### Exercise goal
Output each record below exactly, leaving any picture out of the copy.

============================================================

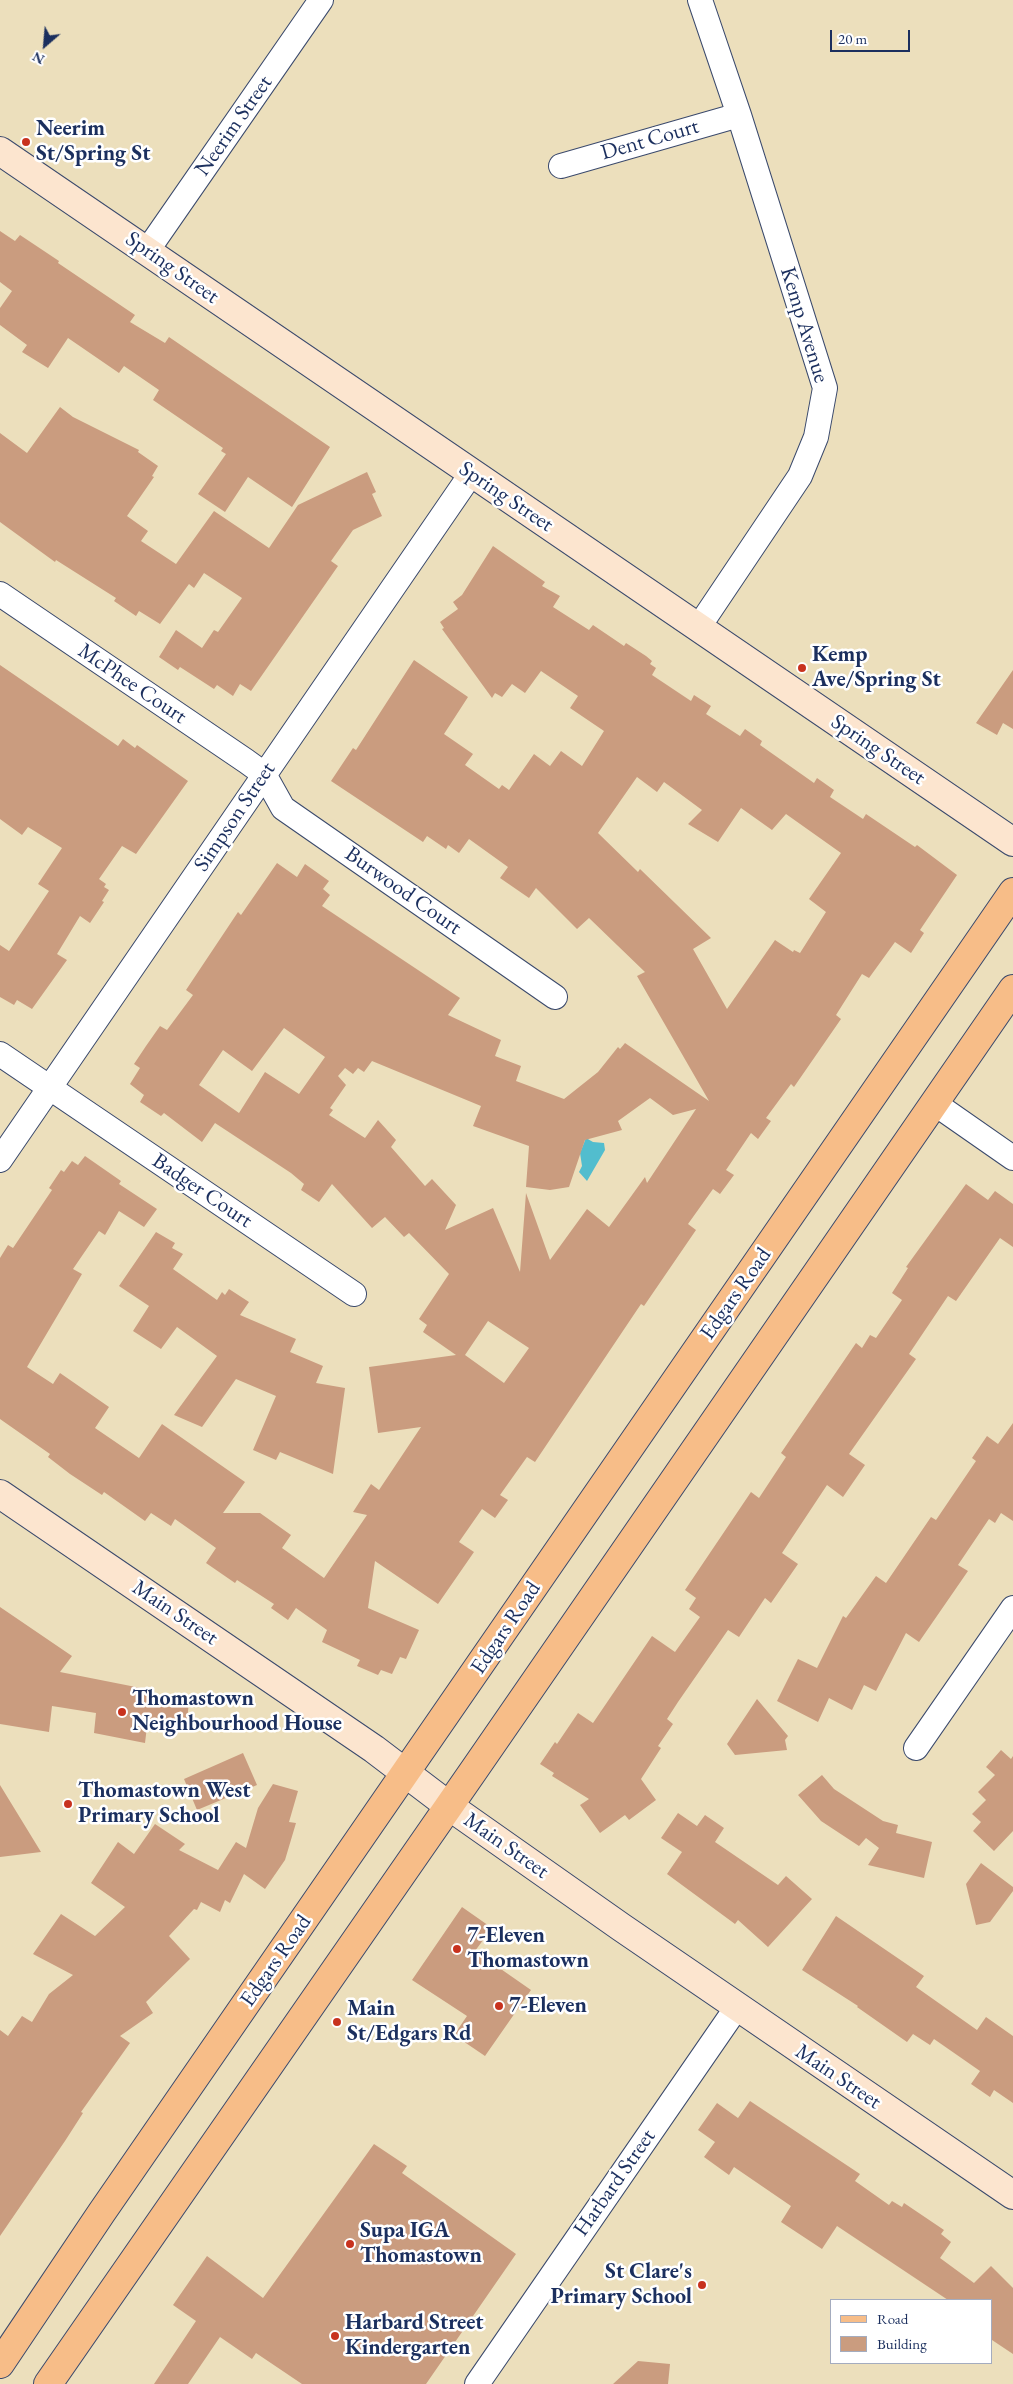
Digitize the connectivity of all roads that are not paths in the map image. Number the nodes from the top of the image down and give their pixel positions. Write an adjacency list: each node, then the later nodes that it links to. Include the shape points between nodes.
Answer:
1 (321, 0): 6 (street, Neerim Street)
2 (700, 0): 3 (street, Kemp Avenue)
3 (739, 115): 5 (street, Dent Court); 9 (street, Kemp Avenue, via 825,388 816,437 800,476)
4 (0, 151): 6 (street, Spring Street)
5 (561, 166)
6 (147, 251): 7 (street, Spring Street)
7 (471, 474): 9 (street, Spring Street); 10 (street, Simpson Street)
8 (0, 594): 10 (street, McPhee Court)
9 (698, 628): 11 (street, Spring Street)
10 (264, 774): 14 (street, Burwood Court, via 283,808); 16 (street, Simpson Street)
11 (1013, 842)
12 (1013, 892): 24 (main road, Edgars Road)
13 (1013, 989): 17 (main road)
14 (555, 997)
15 (0, 1054): 16 (street, Badger Court)
16 (49, 1088): 19 (street, Simpson Street); 20 (street, Badger Court)
17 (934, 1103): 18 (street); 25 (main road)
18 (1013, 1158)
19 (0, 1160)
20 (354, 1294)
21 (0, 1494): 24 (street, Main Street)
22 (1013, 1608): 23 (street)
23 (916, 1748)
24 (405, 1773): 25 (street, Main Street); 28 (main road, Edgars Road)
25 (449, 1806): 26 (street, Main Street); 29 (main road)
26 (737, 2007): 27 (street, Main Street); 30 (street, Harbard Street)
27 (1013, 2195)
28 (0, 2364)
29 (48, 2384)
30 (477, 2384)

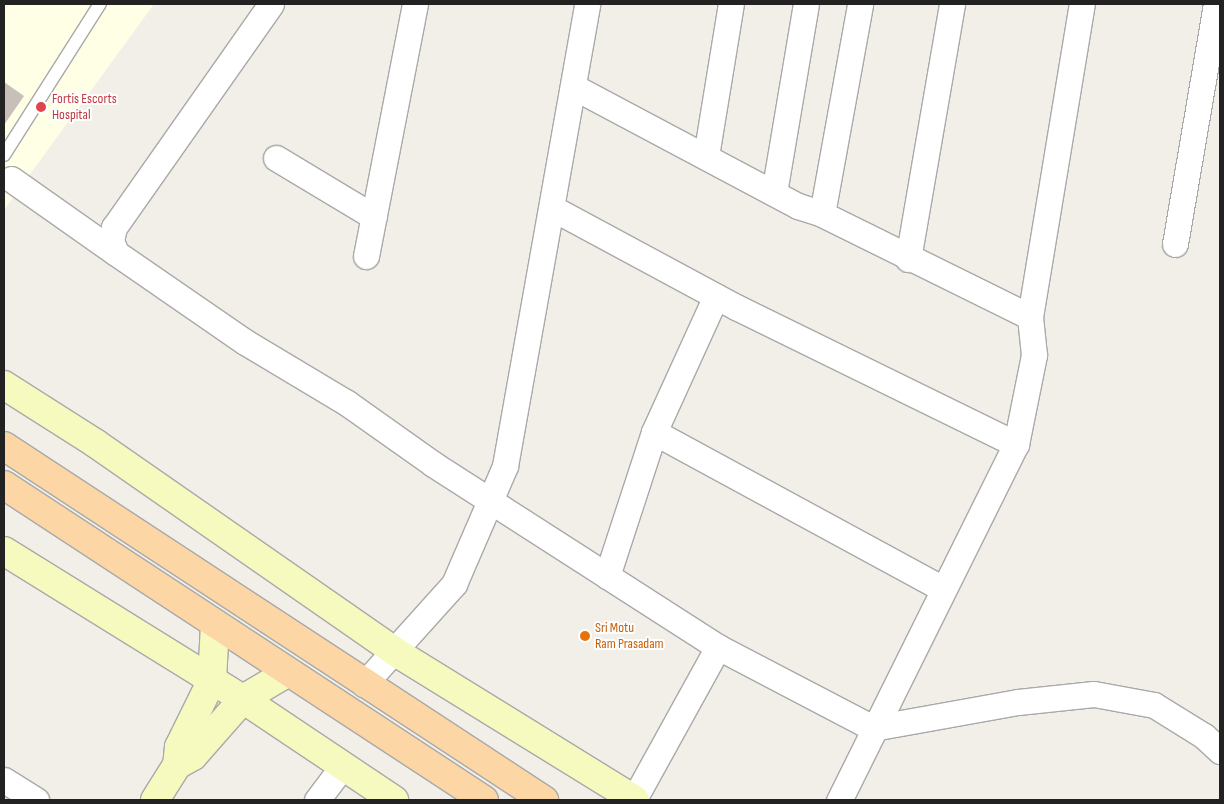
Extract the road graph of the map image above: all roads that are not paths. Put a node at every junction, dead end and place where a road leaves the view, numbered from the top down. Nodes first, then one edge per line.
1 (100, 4) edge
2 (271, 4) edge
3 (415, 4) edge
4 (587, 4) edge
5 (731, 4) edge
6 (806, 4) edge
7 (860, 4) edge
8 (952, 4) edge
9 (1082, 4) edge
10 (1216, 4) edge
11 (574, 87) junction
12 (4, 156) edge
13 (706, 156) junction
14 (276, 158) dead end
15 (11, 180) dead end
16 (774, 192) junction
17 (552, 208) junction
18 (822, 214) junction
19 (374, 217) junction
20 (1175, 244) dead end
21 (116, 253) junction
22 (366, 256) dead end
23 (908, 259) junction
24 (716, 296) junction
25 (1030, 317) junction
26 (4, 384) edge
27 (654, 432) junction
28 (1016, 444) junction
29 (4, 446) edge
30 (4, 484) edge
31 (491, 500) junction
32 (4, 552) edge
33 (607, 576) junction
34 (943, 589) junction
35 (215, 625) junction
36 (718, 647) junction
37 (394, 651) junction
38 (287, 673) junction
39 (212, 680) junction
40 (364, 684) junction
41 (243, 699) junction
42 (873, 728) junction
43 (1220, 751) edge
44 (177, 765) junction
45 (342, 767) junction
46 (4, 780) edge
47 (36, 800) edge
48 (155, 800) edge
49 (317, 800) edge
50 (394, 800) edge
51 (484, 800) edge
52 (544, 800) edge
53 (635, 800) edge
54 (838, 800) edge

1 - 12 lane
2 - 21 street
3 - 19 street
4 - 11 street
5 - 13 street
6 - 16 street
7 - 18 street
8 - 23 street
9 - 25 street
10 - 20 street
11 - 13 street
11 - 17 street
13 - 16 street
14 - 19 street
15 - 21 street
16 - 18 street
17 - 24 street
17 - 31 street
18 - 23 street
19 - 22 street
21 - 31 street
23 - 25 street
24 - 27 street
24 - 28 street
25 - 28 street
26 - 37 street
27 - 33 street
27 - 34 street
28 - 34 street
29 - 40 main road
30 - 35 main road
31 - 33 street
31 - 37 street
32 - 39 street
33 - 36 street
34 - 42 street
35 - 38 main road
35 - 39 street
36 - 42 street
36 - 53 street
37 - 40 street
37 - 53 street
38 - 41 street
38 - 51 main road
39 - 41 street
39 - 44 street
40 - 52 main road
41 - 44 street
41 - 45 street
42 - 43 street
42 - 54 street
44 - 48 street
45 - 49 street
45 - 50 street
46 - 47 street

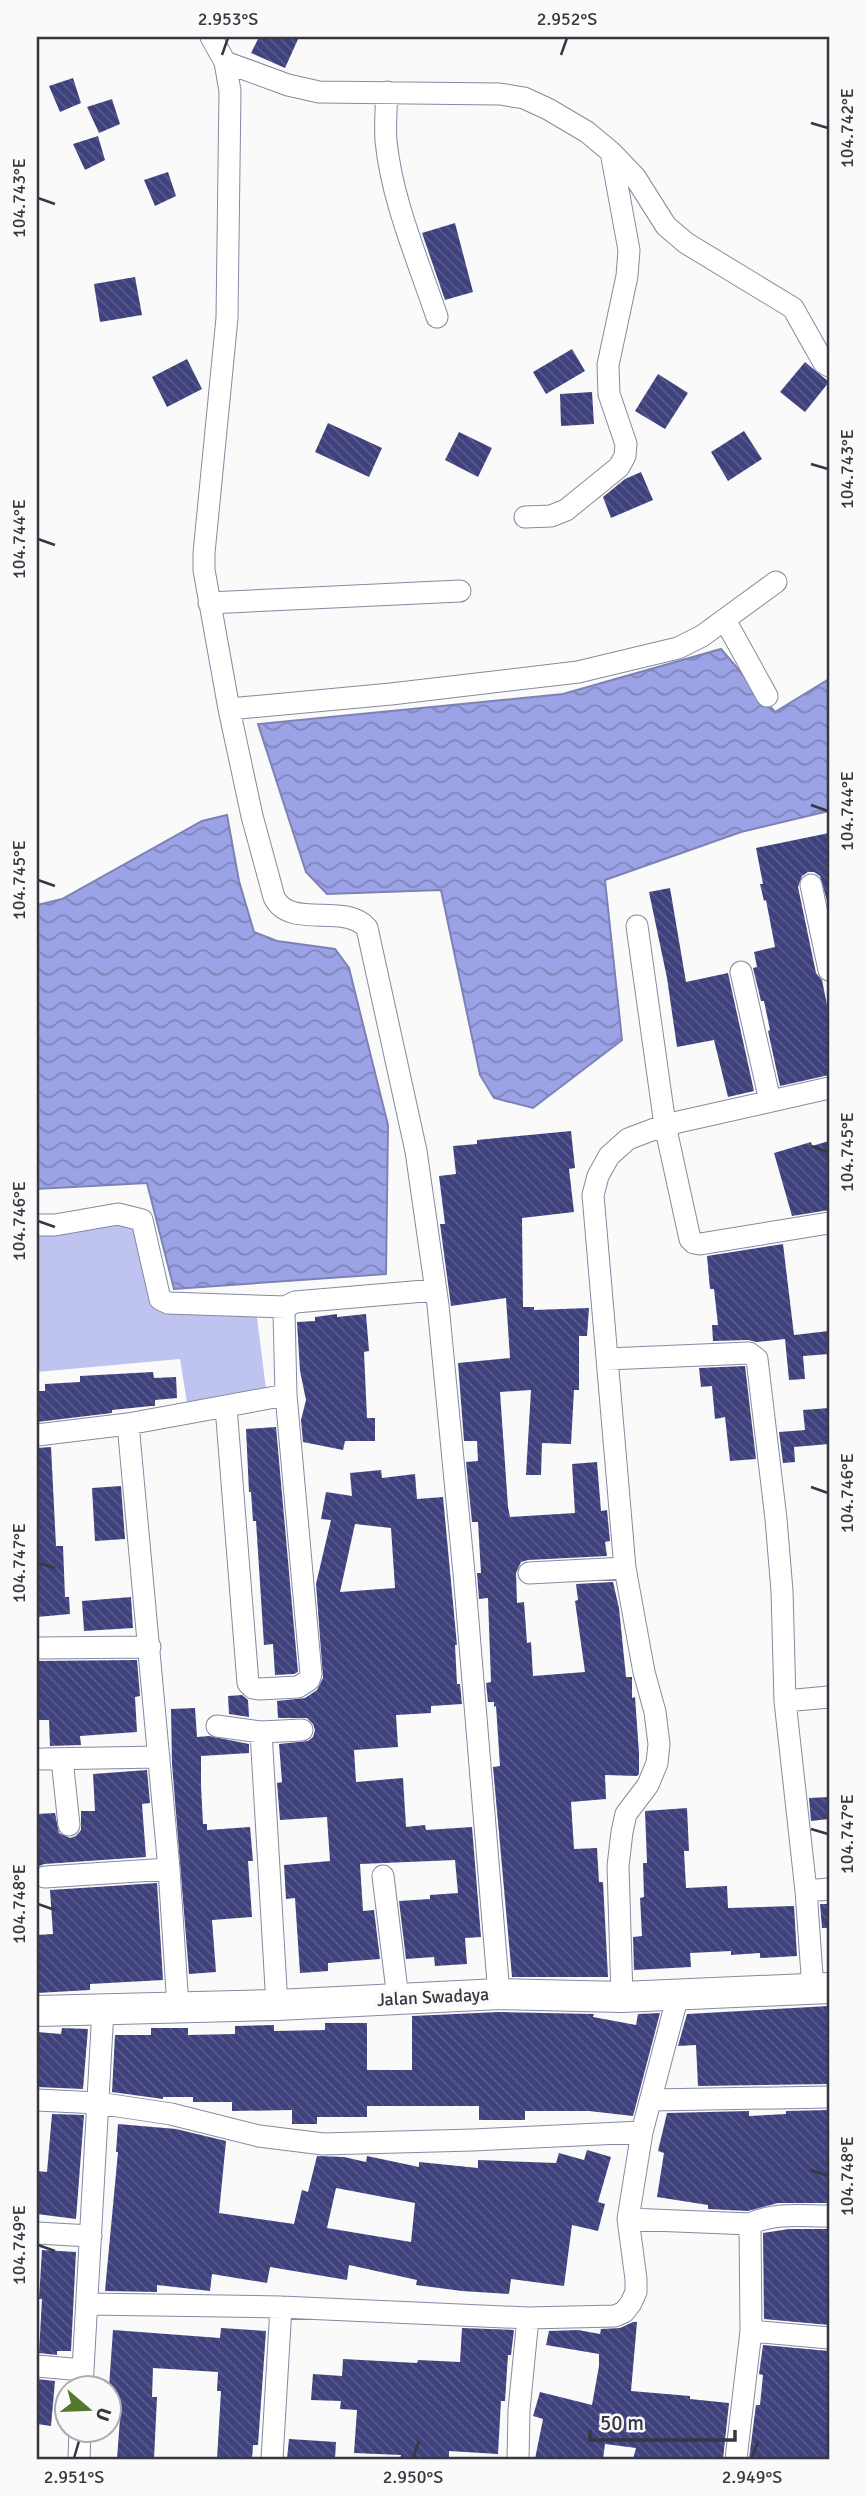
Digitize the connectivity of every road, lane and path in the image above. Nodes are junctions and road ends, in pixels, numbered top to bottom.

============================================================

### Your response
Digitize the connectivity of all roads that are not paths in the map image. Number the nodes from the top of the image down and give their pixel positions. Write an adjacency list: each node, then the later nodes that it links to. Include the shape points between nodes.
Answer:
1 (321, 0): 6 (street, Neerim Street)
2 (700, 0): 3 (street, Kemp Avenue)
3 (739, 115): 5 (street, Dent Court); 9 (street, Kemp Avenue, via 825,388 816,437 800,476)
4 (0, 151): 6 (street, Spring Street)
5 (561, 166)
6 (147, 251): 7 (street, Spring Street)
7 (471, 474): 9 (street, Spring Street); 10 (street, Simpson Street)
8 (0, 594): 10 (street, McPhee Court)
9 (698, 628): 11 (street, Spring Street)
10 (264, 774): 14 (street, Burwood Court, via 283,808); 16 (street, Simpson Street)
11 (1013, 842)
12 (1013, 892): 24 (main road, Edgars Road)
13 (1013, 989): 17 (main road)
14 (555, 997)
15 (0, 1054): 16 (street, Badger Court)
16 (49, 1088): 19 (street, Simpson Street); 20 (street, Badger Court)
17 (934, 1103): 18 (street); 25 (main road)
18 (1013, 1158)
19 (0, 1160)
20 (354, 1294)
21 (0, 1494): 24 (street, Main Street)
22 (1013, 1608): 23 (street)
23 (916, 1748)
24 (405, 1773): 25 (street, Main Street); 28 (main road, Edgars Road)
25 (449, 1806): 26 (street, Main Street); 29 (main road)
26 (737, 2007): 27 (street, Main Street); 30 (street, Harbard Street)
27 (1013, 2195)
28 (0, 2364)
29 (48, 2384)
30 (477, 2384)

Extract the road graph of the map image above: all roads that are not paths. Put a node at every junction, dead end and place where a road leaves the view, numbered from the top down. Nodes first, then one edge per line.
1 (100, 4) edge
2 (271, 4) edge
3 (415, 4) edge
4 (587, 4) edge
5 (731, 4) edge
6 (806, 4) edge
7 (860, 4) edge
8 (952, 4) edge
9 (1082, 4) edge
10 (1216, 4) edge
11 (574, 87) junction
12 (4, 156) edge
13 (706, 156) junction
14 (276, 158) dead end
15 (11, 180) dead end
16 (774, 192) junction
17 (552, 208) junction
18 (822, 214) junction
19 (374, 217) junction
20 (1175, 244) dead end
21 (116, 253) junction
22 (366, 256) dead end
23 (908, 259) junction
24 (716, 296) junction
25 (1030, 317) junction
26 (4, 384) edge
27 (654, 432) junction
28 (1016, 444) junction
29 (4, 446) edge
30 (4, 484) edge
31 (491, 500) junction
32 (4, 552) edge
33 (607, 576) junction
34 (943, 589) junction
35 (215, 625) junction
36 (718, 647) junction
37 (394, 651) junction
38 (287, 673) junction
39 (212, 680) junction
40 (364, 684) junction
41 (243, 699) junction
42 (873, 728) junction
43 (1220, 751) edge
44 (177, 765) junction
45 (342, 767) junction
46 (4, 780) edge
47 (36, 800) edge
48 (155, 800) edge
49 (317, 800) edge
50 (394, 800) edge
51 (484, 800) edge
52 (544, 800) edge
53 (635, 800) edge
54 (838, 800) edge

1 - 12 lane
2 - 21 street
3 - 19 street
4 - 11 street
5 - 13 street
6 - 16 street
7 - 18 street
8 - 23 street
9 - 25 street
10 - 20 street
11 - 13 street
11 - 17 street
13 - 16 street
14 - 19 street
15 - 21 street
16 - 18 street
17 - 24 street
17 - 31 street
18 - 23 street
19 - 22 street
21 - 31 street
23 - 25 street
24 - 27 street
24 - 28 street
25 - 28 street
26 - 37 street
27 - 33 street
27 - 34 street
28 - 34 street
29 - 40 main road
30 - 35 main road
31 - 33 street
31 - 37 street
32 - 39 street
33 - 36 street
34 - 42 street
35 - 38 main road
35 - 39 street
36 - 42 street
36 - 53 street
37 - 40 street
37 - 53 street
38 - 41 street
38 - 51 main road
39 - 41 street
39 - 44 street
40 - 52 main road
41 - 44 street
41 - 45 street
42 - 43 street
42 - 54 street
44 - 48 street
45 - 49 street
45 - 50 street
46 - 47 street

Digitize the connectivity of every road, lane and path in the image above. Nodes are junctions and road ends, in pixels, numbered top to bottom.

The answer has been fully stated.